Entre uma infinidade de coisas que 'Life Itself' faz (e deve ser dito que o filme funciona notavelmente bem em vários níveis, não menos importante como uma história de amor entre Roger e Chaz e a história de amor/ódio entre ele e Gene Siskel), revela como Roger era aberto a novas pessoas e novas ideias. Não é por acaso que ele foi o primeiro a abraçar tanto a TV quanto a internet como ambientes naturais para a crítica de cinema – ele não via nenhuma razão para o campo se isolar do público mais amplo possível. Pode ser que a maior paixão de Roger fosse o contato humano: compartilhar, dar e se envolver com os outros (como suas famosas interações Movie Answer Man sempre testemunharam). cara virando-se para você de seu assento e iniciando uma conversa sobre o filme que você acabou de ver: 'Então, o que você achou...?'. Sua abordagem revolucionária possibilitou que os assentos fossem localizados nos extremos opostos do mundo – sem tornar a conversa menos real e sincera.

Se alguma coisa, assistir ao filme um oceano, dois continentes e alguns fusos horários de Utah me fez refletir sobre a incrível rapidez com que Roger continuou respondendo aos e-mails de seus colaboradores. Sua saúde pode estar diminuindo rapidamente, mas mesmo um novato relativo como eu (novo no site, não nascido no idioma) sempre podia contar com suporte total e contínuo em todos os momentos - não havia uma peça que subisse sem um uma linha de agradecimento caiu em minha caixa de correio e/ou uma combinação das postagens de assinatura do Twitter/Facebook, invariavelmente compartilhada com os contribuidores em um e-mail entusiástico e entusiástico (intitulado simplesmente 'Facebooked!'). O que 'Life Itself' me fez perceber é que todos aqueles e-mails encorajadores e otimistas vinham de uma cama de hospital muito real e eram meticulosamente entrelaçados em uma rotina que envolvia uma grande quantidade de dor (os tiros repetidos de tubos sendo forçada na garganta de Roger transmitia apenas uma parte do que tinha que passar todos os dias para funcionar).

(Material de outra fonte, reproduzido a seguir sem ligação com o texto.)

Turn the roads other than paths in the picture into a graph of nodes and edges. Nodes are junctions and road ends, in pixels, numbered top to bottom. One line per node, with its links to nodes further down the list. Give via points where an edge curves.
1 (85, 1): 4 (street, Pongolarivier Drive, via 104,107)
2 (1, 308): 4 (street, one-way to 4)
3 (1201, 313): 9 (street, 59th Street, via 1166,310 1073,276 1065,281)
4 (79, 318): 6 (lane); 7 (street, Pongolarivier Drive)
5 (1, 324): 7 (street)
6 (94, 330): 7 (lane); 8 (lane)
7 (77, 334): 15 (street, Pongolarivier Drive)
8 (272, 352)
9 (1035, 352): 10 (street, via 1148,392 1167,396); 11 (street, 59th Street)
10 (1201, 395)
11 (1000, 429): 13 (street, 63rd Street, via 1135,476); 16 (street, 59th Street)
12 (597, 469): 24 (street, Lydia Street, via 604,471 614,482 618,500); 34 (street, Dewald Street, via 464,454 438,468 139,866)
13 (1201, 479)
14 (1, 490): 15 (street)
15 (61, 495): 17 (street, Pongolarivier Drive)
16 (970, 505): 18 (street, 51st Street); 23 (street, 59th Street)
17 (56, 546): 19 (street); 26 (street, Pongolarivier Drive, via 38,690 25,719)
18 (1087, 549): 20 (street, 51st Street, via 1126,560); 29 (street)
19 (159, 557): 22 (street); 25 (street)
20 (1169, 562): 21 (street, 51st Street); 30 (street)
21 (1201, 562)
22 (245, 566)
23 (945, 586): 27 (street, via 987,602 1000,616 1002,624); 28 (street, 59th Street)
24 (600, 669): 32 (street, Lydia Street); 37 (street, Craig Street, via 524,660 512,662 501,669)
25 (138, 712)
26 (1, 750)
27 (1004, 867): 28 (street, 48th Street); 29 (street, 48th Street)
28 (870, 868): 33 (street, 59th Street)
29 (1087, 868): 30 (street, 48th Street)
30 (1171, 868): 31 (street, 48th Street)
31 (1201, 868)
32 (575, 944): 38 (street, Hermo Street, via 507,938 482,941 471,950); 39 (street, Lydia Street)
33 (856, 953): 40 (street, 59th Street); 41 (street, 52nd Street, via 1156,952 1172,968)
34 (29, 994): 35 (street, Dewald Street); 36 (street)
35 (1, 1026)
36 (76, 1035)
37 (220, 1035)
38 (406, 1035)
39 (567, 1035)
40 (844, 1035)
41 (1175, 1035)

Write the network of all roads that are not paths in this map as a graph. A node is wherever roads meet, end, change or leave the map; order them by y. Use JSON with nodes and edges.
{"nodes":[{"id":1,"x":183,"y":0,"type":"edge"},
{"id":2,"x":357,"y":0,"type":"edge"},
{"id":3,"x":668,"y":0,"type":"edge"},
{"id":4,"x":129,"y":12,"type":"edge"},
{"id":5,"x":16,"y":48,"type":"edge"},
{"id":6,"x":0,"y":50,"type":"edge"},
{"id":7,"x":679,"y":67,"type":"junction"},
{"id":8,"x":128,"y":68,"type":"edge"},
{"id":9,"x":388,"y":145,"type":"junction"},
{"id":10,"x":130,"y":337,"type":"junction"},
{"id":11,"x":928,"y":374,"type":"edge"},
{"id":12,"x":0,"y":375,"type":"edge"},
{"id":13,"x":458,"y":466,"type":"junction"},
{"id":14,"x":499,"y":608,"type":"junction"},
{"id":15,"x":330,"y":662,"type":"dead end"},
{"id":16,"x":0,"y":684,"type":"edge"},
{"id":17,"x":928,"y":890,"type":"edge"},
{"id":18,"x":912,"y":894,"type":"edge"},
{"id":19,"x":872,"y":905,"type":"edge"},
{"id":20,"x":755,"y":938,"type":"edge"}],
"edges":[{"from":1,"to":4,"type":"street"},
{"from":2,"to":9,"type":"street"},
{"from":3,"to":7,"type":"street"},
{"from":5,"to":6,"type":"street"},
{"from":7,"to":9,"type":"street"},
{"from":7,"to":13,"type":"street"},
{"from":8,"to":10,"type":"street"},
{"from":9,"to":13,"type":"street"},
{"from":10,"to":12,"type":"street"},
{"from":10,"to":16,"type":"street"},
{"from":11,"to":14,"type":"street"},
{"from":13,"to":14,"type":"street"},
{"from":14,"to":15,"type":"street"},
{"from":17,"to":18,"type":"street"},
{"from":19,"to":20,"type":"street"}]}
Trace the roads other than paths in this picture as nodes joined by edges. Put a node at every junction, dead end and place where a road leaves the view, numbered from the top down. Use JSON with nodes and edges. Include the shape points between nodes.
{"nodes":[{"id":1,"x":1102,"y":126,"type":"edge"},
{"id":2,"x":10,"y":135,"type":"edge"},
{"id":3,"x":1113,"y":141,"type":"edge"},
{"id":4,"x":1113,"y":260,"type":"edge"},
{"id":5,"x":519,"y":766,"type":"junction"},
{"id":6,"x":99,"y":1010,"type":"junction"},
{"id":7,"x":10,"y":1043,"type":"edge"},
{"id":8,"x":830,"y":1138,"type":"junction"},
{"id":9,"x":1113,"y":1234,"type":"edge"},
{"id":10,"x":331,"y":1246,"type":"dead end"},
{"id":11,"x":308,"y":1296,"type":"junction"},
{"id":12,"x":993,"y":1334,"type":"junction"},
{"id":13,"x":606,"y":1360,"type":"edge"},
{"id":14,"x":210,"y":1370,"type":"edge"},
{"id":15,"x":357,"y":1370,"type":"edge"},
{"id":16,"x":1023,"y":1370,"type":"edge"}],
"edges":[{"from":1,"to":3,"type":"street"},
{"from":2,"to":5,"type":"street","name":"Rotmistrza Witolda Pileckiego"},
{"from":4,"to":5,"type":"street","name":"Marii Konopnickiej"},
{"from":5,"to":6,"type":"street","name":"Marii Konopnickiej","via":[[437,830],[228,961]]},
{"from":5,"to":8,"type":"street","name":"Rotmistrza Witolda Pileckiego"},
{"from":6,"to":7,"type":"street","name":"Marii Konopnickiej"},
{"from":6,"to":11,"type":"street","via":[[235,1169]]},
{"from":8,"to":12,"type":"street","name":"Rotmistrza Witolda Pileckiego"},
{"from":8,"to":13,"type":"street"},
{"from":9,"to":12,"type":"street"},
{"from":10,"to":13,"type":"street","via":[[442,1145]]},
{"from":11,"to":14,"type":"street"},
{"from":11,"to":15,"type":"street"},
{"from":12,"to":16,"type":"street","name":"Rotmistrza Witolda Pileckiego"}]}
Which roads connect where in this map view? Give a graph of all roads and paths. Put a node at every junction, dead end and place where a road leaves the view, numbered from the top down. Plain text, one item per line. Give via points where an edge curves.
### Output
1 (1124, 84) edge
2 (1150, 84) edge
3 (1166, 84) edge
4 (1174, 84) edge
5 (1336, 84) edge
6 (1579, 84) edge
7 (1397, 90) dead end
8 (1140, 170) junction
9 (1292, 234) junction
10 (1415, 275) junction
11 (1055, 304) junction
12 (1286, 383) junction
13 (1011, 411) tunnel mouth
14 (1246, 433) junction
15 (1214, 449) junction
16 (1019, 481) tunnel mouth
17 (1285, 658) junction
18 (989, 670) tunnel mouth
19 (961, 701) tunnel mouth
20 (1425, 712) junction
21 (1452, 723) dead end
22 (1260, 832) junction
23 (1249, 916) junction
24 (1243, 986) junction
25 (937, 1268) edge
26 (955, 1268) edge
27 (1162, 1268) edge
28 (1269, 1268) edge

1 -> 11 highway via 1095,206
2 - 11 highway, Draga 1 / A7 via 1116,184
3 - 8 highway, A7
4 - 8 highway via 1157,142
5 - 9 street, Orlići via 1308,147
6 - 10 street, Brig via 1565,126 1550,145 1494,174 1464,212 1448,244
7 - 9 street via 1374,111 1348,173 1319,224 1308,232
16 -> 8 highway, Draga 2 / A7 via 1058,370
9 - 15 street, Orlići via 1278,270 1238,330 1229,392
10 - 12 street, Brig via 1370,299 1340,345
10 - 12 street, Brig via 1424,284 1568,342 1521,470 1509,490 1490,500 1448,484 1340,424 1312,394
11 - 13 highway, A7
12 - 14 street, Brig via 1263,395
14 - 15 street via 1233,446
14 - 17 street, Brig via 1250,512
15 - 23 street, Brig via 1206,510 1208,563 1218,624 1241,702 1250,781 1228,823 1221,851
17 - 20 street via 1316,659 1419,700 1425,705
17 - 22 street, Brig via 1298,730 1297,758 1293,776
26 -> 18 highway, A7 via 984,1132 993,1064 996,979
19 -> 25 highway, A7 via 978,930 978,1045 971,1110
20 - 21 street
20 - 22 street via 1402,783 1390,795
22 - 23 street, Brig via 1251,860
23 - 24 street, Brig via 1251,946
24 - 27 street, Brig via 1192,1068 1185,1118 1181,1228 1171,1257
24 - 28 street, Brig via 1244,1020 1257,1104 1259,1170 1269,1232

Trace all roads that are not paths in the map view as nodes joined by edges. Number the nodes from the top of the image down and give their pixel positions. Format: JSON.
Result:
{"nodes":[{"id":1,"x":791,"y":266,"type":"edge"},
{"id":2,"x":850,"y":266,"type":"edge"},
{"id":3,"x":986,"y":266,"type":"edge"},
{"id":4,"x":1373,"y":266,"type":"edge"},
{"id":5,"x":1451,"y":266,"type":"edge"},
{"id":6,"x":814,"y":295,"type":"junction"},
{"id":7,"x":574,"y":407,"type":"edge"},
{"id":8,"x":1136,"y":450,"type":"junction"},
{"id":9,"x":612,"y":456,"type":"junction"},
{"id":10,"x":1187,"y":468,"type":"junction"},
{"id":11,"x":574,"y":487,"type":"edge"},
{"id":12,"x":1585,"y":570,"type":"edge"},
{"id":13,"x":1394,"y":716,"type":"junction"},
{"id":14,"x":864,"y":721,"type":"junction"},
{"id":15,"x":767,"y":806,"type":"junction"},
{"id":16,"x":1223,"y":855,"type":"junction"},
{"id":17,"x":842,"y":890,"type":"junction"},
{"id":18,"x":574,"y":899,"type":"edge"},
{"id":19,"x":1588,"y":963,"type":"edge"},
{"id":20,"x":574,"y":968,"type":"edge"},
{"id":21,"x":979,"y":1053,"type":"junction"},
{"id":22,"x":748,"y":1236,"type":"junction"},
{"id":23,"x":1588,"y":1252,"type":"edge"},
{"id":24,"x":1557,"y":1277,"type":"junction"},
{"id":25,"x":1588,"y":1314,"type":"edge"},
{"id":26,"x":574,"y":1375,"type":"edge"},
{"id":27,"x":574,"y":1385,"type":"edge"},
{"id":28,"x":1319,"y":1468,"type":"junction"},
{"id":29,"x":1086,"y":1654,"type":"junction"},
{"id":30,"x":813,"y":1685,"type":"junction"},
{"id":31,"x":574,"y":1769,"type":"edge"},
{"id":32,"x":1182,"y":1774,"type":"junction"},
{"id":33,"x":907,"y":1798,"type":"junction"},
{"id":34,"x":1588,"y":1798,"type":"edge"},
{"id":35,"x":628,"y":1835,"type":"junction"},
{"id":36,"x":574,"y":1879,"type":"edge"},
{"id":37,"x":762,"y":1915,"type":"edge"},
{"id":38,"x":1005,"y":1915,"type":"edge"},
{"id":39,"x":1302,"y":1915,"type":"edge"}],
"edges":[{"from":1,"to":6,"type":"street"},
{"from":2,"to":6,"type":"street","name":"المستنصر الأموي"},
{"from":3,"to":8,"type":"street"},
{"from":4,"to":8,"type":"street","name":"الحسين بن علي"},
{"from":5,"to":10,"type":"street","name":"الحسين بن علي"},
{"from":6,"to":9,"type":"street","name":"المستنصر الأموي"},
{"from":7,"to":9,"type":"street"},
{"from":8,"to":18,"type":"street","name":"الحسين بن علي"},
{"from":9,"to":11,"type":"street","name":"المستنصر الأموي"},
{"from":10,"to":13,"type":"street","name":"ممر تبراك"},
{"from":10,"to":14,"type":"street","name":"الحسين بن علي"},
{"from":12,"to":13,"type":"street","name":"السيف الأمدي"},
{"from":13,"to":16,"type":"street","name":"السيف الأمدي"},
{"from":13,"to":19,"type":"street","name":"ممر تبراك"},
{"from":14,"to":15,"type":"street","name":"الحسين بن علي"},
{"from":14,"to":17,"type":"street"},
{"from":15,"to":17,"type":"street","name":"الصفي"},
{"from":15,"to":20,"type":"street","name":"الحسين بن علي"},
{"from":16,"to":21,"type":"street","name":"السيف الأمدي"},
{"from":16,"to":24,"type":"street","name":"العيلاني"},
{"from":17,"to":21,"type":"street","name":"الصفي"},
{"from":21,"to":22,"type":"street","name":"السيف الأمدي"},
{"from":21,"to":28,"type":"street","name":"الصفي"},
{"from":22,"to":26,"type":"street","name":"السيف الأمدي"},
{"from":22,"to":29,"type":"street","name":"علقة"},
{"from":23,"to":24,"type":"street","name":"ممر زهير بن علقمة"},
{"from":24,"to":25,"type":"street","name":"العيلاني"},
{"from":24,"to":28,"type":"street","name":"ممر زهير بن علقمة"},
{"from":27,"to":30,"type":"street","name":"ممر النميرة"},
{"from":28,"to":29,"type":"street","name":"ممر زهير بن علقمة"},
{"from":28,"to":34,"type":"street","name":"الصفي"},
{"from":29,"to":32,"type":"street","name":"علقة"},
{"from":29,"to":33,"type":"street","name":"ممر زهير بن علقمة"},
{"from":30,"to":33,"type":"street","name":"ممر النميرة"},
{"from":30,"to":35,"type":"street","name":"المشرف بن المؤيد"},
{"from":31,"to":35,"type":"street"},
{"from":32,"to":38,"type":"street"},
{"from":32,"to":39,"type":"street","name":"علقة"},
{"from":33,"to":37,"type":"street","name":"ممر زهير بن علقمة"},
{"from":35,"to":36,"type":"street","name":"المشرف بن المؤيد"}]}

Em seu grande, apoiado por Roger ' Sonhos de argola ', Steve James nos fez testemunhar vidas se desenrolando em toda a sua imprevisibilidade - a beleza emocionante desse filme estava na sucessão de reviravoltas que pareciam ao mesmo tempo inesperadas e completamente familiares. 'Life Itself' lida tanto com o desenrolar da vida quanto com sua chegada um encerramento. As cenas de várias homenagens prestadas a Roger ( meu próprio obituário polonês incluído, um pequeno tijolo em uma parede mundial de luto) são ao mesmo tempo comoventes e edificantes.

Quando o fluxo terminou e eu fechei meu laptop, a neve estava caindo do lado de fora e a base militar que meu quarto temporário supervisiona estava mais silenciosa do que nunca. Alguns soldados mantiveram sua vigília noturna habitual e a última coisa que vi antes de adormecer foi um turno da manhã assumindo o lugar dos caras que permaneceram eretos nas últimas duas horas. O céu estava claro e cheio de estrelas, e eu sorri com a ideia de Roger tendo uma conversa de cinema com Deus - dois grandes dispensadores de estrelas discutindo, digamos, ' Trapaça '. ('Você se opõe ao decote de Amy Adams? Vamos lá, você o criou!') Eu tive que acordar às 7 da manhã para ir para minha aula da manhã, então me fiz dormir. Eu estava aqui e ali , na Polônia e em Sundance, percebendo que se esse maior e definidor sonho da minha vida (viver e ensinar nos Estados Unidos, perto da minha cara-metade e ainda contribuir para as relações polaco-americanas) se tornar realidade, será graças à fé que Roger depositou em mim e ao apoio que ofereceu sem pedir nada em troca.” “Life Itself” atesta uma vida bem vivida — assim como uma que continua dando frutos.